Fresh evidence of the credit squeeze on business has emerged after figures showed lending tumbled by a record £14.7 billion between April and June.

The second quarter slump in lending to “non-financial corporations” is the biggest since the Bank of England’s data began in 1997 – with manufacturing, construction and services worst hit.

The figures are likely to fuel anger over banks holding back on loans to struggling firms despite being propped up by the taxpayer in many cases.

They will also raise doubts over the effectiveness of the Bank’s £125 billion quantitative easing programme to drag the economy out of recession.

Vicky Redwood, from Capital Economics, said: “With the recent bank results highlighting how bad debts are rising sharply, banks are likely just to sit on their cash.”

Bank lending is a politically-charged issue after commitments were extracted from institutions given state support last year. Chancellor Alistair Darling called in bank executives for “robust” Treasury talks last week. Barclays said yesterday it had lent £17 billion in the first half of this year – more than it expected – although many lenders have pulled out of the market since the credit crunch.

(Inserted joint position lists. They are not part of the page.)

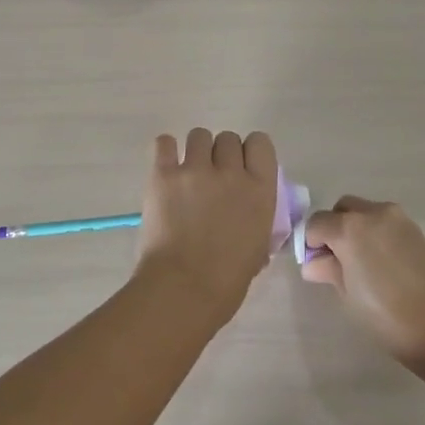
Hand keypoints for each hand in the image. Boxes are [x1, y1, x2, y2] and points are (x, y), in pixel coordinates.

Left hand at [136, 129, 278, 320]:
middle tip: (212, 179)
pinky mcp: (163, 174)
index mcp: (260, 189)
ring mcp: (195, 169)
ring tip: (187, 174)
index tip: (242, 168)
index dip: (250, 152)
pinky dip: (165, 151)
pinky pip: (164, 142)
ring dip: (195, 151)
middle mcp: (230, 171)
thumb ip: (257, 218)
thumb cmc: (227, 280)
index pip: (261, 143)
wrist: (184, 289)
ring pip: (199, 136)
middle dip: (221, 155)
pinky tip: (166, 167)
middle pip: (228, 138)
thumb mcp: (259, 246)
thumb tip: (250, 213)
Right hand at [301, 196, 424, 365]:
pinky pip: (385, 222)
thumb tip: (314, 263)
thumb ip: (329, 270)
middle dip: (334, 228)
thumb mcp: (348, 295)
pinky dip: (375, 233)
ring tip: (360, 263)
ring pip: (365, 212)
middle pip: (342, 209)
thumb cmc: (387, 315)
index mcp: (349, 228)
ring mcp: (398, 218)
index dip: (311, 243)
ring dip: (355, 228)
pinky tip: (381, 263)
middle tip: (336, 260)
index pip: (316, 223)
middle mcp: (373, 213)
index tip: (316, 264)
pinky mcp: (416, 230)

The Bank of England figures showed lending to manufacturers was down £4.5 billion on the quarter and almost ten per cent year-on-year – along with a £4.7 billion fall in loans to mortgage and housing credit firms compared with the first three months of the year. The figures follow estimates showing a worse-than-expected 0.8 per cent decline in the economy for the same period.

Unemployment also increased by a record 281,000 in the three months to May to 2.38 million and is likely to hit three million early next year.

Lending to the UK’s powerhouse services sector fell £9 billion and is down five per cent year-on-year. Construction was down £2.1 billion, showing an annual decline of 3.5 per cent, the figures showed.